Kaspars Daugavins slid the puck between Henrik Lundqvist's legs in the seventh round to give the Senators their third victory in four days -- all against teams from the New York metropolitan area. They won 2-1 in a shootout at New Jersey on Monday and beat the New York Islanders 3-1 at home on Tuesday.
"When we got down, I thought we played our best," coach Paul MacLean said of winning without star goaltender Craig Anderson. "We've got great leadership on this team."
Backup Ben Bishop got the win by stopping six of seven Rangers attempts in the shootout.
Bishop entered the game 1:43 into the third period after Rangers forward Chris Kreider lost an edge and slid into the Ottawa net, taking down Anderson in the process. The Senators goaltender was clearly shaken up and appeared to be holding up his right leg as he was helped off the ice. The Senators confirmed that Anderson has a sprained right ankle and is listed as day-to-day. He stopped all 21 shots he faced before the injury.
Kreider stepped on Marc Methot's stick, which led to the fall. The Ottawa defenseman described the horror he felt after seeing Anderson go down.
"My heart sank into my stomach," Methot said. "When you've a got a guy like that who's the heart and soul of team, and he's been playing so well … that was tough."
Kreider appeared upset after the game when asked what had happened. "I feel awful," Kreider said. "There was nothing I could do."
"We're going to start a pool on who [gets injured next]," joked captain Daniel Alfredsson, who was unaware of Anderson's status until informed by the media after the game that the goaltender wasn't severely hurt. Alfredsson appeared relieved. "Perfect," he said with a smile.
Jakob Silfverberg and Mika Zibanejad scored in regulation for the Senators. Ryan McDonagh and Ryan Callahan had the goals for the Rangers (8-6-2). Silfverberg and Callahan also scored in the shootout.
The Rangers have now lost two straight, while the Senators are on a three-game winning streak.

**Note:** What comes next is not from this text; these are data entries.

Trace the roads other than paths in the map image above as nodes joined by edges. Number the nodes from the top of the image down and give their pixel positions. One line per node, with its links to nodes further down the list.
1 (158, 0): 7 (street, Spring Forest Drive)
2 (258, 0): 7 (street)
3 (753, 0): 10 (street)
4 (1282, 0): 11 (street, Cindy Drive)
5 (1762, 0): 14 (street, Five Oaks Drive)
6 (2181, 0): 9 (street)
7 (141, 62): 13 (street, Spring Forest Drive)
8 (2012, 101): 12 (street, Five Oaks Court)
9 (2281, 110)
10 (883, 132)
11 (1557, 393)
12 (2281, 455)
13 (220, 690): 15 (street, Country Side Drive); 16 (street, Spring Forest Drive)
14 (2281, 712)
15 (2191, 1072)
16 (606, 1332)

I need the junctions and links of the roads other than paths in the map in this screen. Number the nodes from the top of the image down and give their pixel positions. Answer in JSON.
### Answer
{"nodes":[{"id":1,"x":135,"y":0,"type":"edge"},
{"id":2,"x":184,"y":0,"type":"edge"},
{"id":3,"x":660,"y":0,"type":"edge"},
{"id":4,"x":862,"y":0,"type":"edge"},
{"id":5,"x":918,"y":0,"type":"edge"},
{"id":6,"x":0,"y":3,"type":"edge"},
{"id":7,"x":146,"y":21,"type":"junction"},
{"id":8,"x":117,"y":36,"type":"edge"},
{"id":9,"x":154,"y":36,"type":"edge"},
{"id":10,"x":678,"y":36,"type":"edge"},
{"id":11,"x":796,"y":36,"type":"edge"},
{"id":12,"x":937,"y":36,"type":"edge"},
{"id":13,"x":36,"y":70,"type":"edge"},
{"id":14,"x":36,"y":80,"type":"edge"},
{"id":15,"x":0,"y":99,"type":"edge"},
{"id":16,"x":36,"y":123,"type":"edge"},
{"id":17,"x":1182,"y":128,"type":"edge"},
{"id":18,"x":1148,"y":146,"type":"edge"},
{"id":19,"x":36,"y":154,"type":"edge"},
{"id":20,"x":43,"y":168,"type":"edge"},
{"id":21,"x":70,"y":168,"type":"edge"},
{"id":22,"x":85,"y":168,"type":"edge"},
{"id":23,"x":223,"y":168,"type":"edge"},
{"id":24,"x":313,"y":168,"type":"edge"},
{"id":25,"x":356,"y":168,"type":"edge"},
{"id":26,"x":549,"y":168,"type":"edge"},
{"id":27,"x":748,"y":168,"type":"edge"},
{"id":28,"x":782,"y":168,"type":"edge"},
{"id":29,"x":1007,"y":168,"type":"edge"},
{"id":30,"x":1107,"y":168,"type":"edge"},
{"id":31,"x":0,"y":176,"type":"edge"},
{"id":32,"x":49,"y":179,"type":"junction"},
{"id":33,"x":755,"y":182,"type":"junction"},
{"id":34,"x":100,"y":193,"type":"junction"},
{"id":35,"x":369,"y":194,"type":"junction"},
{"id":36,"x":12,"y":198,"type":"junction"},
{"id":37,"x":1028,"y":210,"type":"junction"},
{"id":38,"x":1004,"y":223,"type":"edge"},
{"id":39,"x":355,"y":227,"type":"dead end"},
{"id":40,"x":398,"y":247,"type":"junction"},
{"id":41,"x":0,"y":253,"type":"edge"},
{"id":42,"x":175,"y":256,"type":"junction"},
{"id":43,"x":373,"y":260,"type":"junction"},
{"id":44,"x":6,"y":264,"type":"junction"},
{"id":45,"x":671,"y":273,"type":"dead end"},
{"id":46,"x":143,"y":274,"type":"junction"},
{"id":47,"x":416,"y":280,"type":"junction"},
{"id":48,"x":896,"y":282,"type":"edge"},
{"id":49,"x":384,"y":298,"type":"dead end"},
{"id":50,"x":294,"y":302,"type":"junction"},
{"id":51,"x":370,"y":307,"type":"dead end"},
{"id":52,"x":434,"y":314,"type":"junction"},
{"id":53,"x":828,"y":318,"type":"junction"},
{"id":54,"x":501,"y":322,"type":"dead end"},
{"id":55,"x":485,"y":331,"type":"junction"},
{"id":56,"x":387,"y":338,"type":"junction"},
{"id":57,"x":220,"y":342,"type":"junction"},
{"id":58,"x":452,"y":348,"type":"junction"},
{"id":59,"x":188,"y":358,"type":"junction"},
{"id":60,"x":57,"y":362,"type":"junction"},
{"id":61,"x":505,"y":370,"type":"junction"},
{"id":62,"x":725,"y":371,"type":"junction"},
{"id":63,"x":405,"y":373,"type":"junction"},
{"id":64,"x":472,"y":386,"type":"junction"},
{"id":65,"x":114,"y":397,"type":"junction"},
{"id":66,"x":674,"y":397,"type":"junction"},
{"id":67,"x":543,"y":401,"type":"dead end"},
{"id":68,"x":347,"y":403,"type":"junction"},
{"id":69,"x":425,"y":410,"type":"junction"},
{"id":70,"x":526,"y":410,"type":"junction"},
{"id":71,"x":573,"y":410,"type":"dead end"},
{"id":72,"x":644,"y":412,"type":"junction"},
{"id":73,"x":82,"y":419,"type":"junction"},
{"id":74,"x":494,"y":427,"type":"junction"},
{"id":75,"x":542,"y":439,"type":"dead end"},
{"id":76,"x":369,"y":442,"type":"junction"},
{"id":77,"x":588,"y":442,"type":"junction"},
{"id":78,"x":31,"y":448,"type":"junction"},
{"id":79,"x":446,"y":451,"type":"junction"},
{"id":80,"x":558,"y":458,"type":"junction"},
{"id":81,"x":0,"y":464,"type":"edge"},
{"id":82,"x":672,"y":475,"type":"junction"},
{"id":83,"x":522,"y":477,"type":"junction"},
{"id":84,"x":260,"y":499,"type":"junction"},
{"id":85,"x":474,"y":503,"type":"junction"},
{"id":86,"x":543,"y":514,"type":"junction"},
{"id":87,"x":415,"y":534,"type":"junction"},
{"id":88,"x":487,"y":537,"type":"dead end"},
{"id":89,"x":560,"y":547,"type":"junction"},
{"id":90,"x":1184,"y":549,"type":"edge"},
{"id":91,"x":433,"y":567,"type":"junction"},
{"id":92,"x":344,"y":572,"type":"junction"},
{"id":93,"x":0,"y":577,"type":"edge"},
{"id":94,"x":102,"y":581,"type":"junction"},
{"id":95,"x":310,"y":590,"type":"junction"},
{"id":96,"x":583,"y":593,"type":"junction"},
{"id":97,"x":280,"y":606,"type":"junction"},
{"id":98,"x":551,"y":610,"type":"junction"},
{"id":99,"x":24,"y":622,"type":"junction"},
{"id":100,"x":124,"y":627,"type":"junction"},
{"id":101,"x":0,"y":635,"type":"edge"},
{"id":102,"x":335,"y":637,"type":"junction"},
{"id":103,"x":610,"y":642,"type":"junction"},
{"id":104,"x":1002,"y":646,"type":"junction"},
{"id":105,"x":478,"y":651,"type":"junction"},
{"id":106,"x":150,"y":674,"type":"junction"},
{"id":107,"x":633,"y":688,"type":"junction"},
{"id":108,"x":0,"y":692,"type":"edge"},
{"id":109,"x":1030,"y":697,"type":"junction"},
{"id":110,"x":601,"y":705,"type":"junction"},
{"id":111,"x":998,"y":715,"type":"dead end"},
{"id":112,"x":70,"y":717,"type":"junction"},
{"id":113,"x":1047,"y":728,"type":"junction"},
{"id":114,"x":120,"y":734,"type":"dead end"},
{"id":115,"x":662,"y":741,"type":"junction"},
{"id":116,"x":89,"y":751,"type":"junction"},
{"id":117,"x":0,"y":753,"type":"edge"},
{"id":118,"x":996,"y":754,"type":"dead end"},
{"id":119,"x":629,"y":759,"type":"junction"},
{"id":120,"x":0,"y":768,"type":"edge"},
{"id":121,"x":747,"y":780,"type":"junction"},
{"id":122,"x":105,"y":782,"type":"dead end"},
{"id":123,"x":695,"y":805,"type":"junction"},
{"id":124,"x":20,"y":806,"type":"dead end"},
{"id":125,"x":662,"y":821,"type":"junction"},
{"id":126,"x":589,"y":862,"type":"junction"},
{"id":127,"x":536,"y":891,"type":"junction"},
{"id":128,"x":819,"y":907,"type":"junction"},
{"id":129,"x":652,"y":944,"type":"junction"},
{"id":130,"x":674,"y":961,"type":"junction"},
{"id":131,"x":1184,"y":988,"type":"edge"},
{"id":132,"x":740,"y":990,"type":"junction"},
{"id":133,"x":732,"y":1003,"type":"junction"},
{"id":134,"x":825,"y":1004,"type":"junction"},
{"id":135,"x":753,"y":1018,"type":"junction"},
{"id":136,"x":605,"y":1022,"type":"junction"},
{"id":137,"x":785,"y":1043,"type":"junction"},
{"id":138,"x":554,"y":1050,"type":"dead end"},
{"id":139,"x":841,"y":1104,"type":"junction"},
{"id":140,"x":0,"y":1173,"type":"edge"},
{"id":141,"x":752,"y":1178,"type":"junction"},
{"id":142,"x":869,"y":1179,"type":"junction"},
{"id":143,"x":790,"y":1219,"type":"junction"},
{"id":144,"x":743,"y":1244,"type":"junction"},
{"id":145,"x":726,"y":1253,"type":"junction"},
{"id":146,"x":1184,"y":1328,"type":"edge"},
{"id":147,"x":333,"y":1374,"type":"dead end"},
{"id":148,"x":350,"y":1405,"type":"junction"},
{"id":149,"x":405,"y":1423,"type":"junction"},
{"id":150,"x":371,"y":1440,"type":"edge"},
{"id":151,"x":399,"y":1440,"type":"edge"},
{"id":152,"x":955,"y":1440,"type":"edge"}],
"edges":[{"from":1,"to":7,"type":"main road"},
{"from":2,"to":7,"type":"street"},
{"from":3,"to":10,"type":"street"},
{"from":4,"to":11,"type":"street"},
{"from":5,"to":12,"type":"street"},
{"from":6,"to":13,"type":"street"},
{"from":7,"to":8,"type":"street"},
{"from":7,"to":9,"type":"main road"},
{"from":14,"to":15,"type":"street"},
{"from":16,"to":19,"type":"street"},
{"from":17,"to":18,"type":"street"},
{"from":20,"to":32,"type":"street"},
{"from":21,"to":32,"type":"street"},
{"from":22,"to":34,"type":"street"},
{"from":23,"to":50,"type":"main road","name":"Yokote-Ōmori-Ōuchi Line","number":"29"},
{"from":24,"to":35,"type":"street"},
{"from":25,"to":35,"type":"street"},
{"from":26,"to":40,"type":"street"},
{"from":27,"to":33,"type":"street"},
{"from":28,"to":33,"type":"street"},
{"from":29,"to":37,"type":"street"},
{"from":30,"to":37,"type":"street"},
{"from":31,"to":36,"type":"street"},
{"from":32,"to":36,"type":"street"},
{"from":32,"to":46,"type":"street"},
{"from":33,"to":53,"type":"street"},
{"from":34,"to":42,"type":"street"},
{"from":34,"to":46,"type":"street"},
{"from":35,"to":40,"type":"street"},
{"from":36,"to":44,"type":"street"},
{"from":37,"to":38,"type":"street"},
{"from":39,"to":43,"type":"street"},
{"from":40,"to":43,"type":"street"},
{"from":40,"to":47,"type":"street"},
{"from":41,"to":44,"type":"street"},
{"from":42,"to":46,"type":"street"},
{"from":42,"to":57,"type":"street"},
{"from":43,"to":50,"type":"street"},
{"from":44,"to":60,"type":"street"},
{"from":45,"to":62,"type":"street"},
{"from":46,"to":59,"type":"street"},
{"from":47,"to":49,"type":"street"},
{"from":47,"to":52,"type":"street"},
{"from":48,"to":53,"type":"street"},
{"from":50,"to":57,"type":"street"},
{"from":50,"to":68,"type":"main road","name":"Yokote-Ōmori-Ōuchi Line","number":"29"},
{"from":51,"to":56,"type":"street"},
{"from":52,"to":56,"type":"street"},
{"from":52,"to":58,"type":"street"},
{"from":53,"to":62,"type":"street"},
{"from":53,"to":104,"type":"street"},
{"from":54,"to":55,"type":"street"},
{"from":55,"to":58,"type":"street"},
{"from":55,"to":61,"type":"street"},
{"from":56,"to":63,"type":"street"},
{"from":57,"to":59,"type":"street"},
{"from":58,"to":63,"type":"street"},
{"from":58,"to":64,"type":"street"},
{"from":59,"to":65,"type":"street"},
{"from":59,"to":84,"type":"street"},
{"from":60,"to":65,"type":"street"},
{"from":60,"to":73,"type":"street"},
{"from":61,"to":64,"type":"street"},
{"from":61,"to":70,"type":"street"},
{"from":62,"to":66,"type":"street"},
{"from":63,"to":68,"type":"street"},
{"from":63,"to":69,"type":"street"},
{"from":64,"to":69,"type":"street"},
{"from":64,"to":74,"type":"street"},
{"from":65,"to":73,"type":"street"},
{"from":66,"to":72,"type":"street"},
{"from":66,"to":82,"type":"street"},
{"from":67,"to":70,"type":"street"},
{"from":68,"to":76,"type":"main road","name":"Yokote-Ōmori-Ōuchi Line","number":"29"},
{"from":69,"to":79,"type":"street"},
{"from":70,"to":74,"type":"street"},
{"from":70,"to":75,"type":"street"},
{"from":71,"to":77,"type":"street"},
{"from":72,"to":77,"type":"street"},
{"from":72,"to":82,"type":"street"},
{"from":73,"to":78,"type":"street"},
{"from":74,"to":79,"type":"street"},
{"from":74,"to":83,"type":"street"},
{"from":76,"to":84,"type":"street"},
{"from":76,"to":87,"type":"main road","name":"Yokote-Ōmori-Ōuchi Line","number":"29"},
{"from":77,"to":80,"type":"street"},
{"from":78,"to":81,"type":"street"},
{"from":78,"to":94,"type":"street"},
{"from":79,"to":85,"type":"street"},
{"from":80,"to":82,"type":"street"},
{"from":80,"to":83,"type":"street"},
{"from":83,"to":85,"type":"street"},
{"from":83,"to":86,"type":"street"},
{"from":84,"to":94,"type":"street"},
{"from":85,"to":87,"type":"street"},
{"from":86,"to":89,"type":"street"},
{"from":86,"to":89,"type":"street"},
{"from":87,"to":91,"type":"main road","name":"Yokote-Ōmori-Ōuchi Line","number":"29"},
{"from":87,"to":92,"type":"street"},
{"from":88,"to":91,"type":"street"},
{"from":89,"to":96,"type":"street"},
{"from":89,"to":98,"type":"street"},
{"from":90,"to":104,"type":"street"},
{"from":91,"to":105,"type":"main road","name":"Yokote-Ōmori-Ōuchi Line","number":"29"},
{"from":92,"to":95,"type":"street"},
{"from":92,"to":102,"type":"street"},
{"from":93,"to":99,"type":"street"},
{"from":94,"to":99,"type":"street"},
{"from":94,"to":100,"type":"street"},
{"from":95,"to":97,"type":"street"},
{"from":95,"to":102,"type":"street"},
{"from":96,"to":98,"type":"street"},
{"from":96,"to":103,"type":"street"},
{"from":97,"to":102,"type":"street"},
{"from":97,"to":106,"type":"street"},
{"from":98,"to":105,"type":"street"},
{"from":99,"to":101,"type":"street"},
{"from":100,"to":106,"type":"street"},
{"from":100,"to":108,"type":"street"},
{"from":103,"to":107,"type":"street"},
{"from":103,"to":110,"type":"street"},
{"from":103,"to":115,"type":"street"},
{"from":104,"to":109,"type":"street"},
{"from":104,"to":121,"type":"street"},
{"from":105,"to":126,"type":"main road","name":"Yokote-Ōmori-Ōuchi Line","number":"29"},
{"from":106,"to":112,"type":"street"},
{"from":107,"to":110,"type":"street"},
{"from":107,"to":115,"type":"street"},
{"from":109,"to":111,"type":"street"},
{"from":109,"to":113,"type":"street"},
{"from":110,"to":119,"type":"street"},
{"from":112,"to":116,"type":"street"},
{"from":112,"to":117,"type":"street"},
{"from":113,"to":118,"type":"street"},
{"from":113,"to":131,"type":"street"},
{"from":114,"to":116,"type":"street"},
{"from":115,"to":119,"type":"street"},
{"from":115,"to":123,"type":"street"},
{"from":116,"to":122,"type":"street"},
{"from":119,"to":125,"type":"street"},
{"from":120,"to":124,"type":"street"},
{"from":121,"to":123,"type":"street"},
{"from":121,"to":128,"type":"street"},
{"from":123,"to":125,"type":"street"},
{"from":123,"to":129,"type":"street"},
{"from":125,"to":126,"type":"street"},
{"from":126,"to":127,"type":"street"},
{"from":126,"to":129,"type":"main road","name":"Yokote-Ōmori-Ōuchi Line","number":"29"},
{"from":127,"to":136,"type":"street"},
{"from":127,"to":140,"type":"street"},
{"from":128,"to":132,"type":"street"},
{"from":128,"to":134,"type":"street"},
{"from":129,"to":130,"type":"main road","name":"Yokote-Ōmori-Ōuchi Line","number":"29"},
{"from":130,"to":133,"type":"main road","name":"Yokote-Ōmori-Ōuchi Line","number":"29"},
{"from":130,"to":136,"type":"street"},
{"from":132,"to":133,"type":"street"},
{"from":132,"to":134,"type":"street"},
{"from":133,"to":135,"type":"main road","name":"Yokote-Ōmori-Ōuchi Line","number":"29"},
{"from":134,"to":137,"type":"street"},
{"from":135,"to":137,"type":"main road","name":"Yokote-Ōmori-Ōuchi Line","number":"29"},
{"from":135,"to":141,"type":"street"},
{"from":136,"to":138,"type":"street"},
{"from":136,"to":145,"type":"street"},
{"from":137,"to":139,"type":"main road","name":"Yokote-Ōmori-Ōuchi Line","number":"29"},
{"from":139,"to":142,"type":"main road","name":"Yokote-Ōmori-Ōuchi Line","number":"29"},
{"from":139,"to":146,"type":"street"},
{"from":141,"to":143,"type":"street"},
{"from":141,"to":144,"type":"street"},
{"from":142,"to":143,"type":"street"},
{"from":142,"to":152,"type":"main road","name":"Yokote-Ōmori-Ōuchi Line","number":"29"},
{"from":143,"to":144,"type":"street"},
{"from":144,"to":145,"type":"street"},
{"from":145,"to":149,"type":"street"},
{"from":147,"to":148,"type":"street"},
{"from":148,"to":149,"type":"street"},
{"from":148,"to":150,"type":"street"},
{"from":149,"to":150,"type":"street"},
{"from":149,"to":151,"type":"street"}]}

Ottawa (9-6-2) took the lead while killing a tripping penalty to Eric Gryba at 5:32. Silfverberg gained control of the puck in the neutral zone and flew up the right wing. Callahan attempted to catch the Swede but fell, giving Silfverberg plenty of time to sweep across the front of the net before roofing a backhander past Lundqvist at 6:48. It was the first shorthanded goal New York has allowed this season.
Silfverberg's deft hands have made swift work of elite goaltenders as of late -- the 22-year-old also scored the winning shootout goal against New Jersey's Martin Brodeur on Monday. But the Swede couldn't decide if beating his fellow countryman on Thursday night was a bigger feat.
"That's hard to say," Silfverberg said with a laugh. "[Brodeur and Lundqvist] are two of the biggest goaltenders in the League. It's a lot of fun to score on them. I can't pick one. But it does a lot for confidence. I'd been struggling to put the puck in the net. My backhand isn't as good as my [high wrist shot]. I kind of surprised myself."
New York's best chance of the period came on its second power play of the game, after Methot was called for hooking at 11:39. During a goalmouth scramble, Anderson was down and out on the left side of the net. Michael Del Zotto gained control of the puck at the right side of the net, but Alfredsson dropped to his knees in front of the open net, and the puck bounced off his left knee.
Bishop entered the game with a 1-0 lead, but the Rangers tied the game at 10:44 with a power-play goal after Sergei Gonchar was called for holding. Marc Staal's shot from the point bounced off the end boards and came back in front to Callahan, who beat Bishop to his stick side.
Just 51 seconds later, McDonagh's shot from the left point deflected through traffic and beat Bishop through the five hole to put the Rangers ahead. But Ottawa tied the game at 13:30 when Patrick Wiercioch's shot hit Lundqvist and came to Zibanejad at the left of the crease, and the rookie pumped a high shot past the helpless goaltender for a power-play goal.
With two minutes left in overtime, Bishop robbed Marian Gaborik and got a break when the Rangers' sniper nailed the post on the rebound.
The Rangers have a day off before visiting Montreal on Saturday. The Canadiens beat the Rangers 3-1 in New York on Tuesday.
"I thought we played better, but we're still not where we need to be," Callahan said in comparing Thursday's effort to the showing against the Canadiens. "I thought it was sporadic at times, but our third period was great. But we got into penalty trouble, and that's how this League is. But you have to be happy how the way we responded, and that's what we have to take into Montreal."